Emlyn mengangguk singkat. Ia tidak ingin memperpanjang pembicaraan ini. Bukan sesuatu yang penting untuk dibahas hingga bertele-tele.

Sebuah pesan masuk di ponselnya. Dari Ettan yang menanyakan keberadaannya dan apakah membutuhkan jemputan? Begitulah Ettan, siap sedia untuk Emlyn. Mungkin sebagian orang akan salah paham dengan keduanya jika melihat kedekatan mereka satu sama lain. Akan tetapi, mereka sendiri menyadari tidak ada perasaan lebih untuk masing-masing, dan hubungan mereka murni sebagai sahabat. Bagaimana lelaki dan perempuan bisa bertahan sahabatan tanpa membawa perasaan? Mereka lebih mengeratkan diri dengan tali persaudaraan. Tidak sulit sama sekali bagi keduanya, dikarenakan mereka yang memang memiliki dasar kepribadian cuek.

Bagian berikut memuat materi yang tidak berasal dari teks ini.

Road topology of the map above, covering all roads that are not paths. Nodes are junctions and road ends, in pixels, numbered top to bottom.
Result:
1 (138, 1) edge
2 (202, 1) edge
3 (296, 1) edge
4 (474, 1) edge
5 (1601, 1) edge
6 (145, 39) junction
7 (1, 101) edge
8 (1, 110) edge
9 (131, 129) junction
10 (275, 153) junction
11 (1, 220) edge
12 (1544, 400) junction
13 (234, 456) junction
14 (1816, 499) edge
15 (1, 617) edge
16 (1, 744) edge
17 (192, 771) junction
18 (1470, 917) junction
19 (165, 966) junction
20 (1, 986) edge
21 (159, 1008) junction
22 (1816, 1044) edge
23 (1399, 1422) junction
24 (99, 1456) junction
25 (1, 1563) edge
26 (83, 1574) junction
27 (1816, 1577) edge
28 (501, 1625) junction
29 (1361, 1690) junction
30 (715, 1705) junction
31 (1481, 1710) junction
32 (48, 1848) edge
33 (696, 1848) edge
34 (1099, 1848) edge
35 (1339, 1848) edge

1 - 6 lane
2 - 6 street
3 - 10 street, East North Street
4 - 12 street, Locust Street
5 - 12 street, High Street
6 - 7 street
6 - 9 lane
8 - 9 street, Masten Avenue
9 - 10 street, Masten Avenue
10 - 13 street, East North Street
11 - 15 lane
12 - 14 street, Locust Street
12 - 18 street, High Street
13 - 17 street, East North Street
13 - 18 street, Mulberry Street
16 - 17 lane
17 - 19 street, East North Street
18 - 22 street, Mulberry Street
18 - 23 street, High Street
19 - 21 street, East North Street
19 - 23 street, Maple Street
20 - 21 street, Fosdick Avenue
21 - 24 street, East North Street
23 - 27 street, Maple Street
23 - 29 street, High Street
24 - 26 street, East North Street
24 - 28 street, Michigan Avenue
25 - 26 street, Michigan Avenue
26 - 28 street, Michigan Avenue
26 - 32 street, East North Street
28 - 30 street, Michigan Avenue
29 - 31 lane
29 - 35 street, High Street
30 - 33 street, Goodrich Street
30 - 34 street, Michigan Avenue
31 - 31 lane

"Temanmu?" tanya Anka, mencoba kembali membuka obrolan.

Emlyn bergumam dengan anggukan. "Mereka udah nunggu dan nggak akan memesan apa pun sebelum aku datang," jawabnya tanpa mengalihkan pandang dari ponsel. Jemarinya terus bermain di atas keyboard, membalas pesan Ettan yang terus masuk.